**Work instructions:** Which lines of the records contain the word "Nikkasentie"? Copy each one.

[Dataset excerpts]
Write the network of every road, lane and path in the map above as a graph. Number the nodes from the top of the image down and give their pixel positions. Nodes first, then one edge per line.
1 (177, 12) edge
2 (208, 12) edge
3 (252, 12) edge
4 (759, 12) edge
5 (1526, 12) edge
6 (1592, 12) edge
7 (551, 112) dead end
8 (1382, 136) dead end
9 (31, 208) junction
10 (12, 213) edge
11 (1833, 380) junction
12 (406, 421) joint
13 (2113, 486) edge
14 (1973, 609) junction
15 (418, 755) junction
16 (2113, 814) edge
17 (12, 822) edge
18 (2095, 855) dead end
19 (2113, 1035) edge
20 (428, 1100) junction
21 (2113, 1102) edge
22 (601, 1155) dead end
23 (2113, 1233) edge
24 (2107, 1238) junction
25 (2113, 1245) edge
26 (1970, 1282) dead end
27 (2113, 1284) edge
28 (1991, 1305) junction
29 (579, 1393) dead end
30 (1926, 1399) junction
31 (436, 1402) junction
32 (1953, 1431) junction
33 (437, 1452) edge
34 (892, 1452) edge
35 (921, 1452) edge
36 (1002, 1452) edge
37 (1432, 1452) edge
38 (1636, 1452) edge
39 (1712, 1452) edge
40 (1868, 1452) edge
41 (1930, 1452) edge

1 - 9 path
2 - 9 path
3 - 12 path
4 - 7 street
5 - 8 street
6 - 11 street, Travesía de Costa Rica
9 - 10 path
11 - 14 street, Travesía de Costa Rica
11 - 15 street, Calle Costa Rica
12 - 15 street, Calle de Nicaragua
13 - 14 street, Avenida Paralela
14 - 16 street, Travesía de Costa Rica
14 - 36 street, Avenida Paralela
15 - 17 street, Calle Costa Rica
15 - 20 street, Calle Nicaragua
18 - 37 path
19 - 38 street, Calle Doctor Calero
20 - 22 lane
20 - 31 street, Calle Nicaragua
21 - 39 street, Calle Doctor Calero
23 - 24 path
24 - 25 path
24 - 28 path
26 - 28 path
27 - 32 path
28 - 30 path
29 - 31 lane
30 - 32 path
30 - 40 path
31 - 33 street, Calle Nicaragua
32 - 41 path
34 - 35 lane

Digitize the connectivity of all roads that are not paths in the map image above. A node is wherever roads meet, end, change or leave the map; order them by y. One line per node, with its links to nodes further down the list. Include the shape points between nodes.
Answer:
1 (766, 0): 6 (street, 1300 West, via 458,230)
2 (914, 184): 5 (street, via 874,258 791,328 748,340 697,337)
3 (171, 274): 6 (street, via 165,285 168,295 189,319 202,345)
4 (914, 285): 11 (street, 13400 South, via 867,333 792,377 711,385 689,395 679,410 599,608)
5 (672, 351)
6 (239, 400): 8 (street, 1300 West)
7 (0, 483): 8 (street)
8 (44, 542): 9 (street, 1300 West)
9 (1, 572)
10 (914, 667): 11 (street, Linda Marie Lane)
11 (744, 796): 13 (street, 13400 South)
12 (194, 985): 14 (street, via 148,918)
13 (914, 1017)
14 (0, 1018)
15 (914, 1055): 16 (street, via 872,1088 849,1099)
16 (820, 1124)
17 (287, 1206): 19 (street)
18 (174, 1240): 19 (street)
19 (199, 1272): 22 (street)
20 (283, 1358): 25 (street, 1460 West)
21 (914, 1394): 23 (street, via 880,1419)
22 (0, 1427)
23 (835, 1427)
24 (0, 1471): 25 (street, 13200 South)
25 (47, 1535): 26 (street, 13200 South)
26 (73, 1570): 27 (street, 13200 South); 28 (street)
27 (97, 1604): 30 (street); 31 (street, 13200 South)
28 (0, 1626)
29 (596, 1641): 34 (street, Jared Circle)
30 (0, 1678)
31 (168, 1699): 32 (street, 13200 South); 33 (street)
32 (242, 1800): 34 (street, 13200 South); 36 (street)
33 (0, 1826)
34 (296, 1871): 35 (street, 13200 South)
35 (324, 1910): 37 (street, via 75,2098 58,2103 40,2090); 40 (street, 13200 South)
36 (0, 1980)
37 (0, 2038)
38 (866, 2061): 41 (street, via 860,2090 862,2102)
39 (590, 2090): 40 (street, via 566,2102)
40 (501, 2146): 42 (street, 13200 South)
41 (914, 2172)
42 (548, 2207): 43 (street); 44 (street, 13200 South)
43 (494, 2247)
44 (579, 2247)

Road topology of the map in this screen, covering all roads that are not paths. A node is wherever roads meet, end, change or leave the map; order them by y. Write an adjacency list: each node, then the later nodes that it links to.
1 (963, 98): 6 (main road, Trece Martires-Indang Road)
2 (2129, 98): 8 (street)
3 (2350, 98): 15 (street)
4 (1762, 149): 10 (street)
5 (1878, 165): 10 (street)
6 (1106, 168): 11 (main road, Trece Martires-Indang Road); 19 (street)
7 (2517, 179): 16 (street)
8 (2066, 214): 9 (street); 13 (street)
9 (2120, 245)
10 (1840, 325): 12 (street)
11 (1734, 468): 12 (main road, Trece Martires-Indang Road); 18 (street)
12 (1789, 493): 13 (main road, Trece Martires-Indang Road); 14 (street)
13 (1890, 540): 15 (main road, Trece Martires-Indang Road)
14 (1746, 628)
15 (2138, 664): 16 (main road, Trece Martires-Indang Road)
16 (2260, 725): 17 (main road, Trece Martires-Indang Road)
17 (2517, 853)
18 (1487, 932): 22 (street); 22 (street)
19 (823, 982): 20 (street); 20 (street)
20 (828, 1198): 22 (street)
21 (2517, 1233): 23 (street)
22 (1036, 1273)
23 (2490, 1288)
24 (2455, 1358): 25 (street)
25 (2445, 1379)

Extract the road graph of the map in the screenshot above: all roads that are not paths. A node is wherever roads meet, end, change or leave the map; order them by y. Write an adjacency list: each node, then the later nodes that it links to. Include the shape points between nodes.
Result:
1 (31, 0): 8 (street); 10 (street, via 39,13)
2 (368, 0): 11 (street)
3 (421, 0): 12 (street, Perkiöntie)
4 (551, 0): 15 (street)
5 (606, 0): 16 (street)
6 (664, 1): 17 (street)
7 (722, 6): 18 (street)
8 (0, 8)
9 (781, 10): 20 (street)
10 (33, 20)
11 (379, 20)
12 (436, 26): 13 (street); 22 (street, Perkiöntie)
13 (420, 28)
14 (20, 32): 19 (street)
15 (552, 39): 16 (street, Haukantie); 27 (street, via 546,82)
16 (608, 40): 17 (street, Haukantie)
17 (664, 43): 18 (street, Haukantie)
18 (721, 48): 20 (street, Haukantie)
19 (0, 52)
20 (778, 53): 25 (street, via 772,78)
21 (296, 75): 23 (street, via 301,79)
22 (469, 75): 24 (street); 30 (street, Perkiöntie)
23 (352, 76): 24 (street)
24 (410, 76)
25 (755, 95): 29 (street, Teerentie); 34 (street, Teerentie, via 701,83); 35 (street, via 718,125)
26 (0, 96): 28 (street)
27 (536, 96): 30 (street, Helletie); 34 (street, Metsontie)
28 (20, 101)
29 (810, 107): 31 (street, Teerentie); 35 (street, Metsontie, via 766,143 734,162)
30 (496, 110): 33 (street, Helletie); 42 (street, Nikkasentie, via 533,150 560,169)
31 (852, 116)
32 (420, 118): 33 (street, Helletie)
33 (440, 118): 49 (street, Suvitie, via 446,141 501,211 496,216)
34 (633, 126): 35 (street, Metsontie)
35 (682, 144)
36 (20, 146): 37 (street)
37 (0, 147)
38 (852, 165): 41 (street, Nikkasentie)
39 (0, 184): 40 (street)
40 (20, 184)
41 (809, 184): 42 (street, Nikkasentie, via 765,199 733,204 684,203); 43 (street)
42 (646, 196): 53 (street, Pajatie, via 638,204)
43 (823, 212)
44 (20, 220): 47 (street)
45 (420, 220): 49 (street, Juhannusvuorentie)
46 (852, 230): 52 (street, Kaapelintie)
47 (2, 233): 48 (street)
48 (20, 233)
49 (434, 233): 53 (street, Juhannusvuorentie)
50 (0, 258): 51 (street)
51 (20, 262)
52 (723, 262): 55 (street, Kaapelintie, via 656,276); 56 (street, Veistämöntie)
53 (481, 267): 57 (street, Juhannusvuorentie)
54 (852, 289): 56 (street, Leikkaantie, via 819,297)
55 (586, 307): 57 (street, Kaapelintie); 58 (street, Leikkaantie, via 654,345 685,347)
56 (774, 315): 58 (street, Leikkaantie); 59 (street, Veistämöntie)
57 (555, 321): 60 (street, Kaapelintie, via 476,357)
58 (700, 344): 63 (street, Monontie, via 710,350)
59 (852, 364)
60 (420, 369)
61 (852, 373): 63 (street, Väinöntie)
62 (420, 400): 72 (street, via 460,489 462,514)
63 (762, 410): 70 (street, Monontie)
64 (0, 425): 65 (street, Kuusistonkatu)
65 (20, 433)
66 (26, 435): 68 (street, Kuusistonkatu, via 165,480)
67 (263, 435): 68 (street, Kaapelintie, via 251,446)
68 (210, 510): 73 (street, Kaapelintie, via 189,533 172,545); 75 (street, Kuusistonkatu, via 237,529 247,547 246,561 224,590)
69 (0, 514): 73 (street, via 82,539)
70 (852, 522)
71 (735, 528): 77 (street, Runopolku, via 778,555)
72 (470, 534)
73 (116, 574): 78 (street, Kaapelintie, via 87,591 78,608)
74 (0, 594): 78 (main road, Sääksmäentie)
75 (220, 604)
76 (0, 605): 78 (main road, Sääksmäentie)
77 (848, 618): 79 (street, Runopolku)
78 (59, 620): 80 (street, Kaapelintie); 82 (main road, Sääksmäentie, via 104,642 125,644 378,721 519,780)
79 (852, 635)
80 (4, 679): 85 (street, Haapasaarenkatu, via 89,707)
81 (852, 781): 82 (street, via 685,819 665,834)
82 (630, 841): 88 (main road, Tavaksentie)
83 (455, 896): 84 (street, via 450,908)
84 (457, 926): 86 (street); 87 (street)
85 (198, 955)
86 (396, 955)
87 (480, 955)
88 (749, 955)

**Response box:**
30 (496, 110): 33 (street, Helletie); 42 (street, Nikkasentie, via 533,150 560,169)
38 (852, 165): 41 (street, Nikkasentie)
41 (809, 184): 42 (street, Nikkasentie, via 765,199 733,204 684,203); 43 (street)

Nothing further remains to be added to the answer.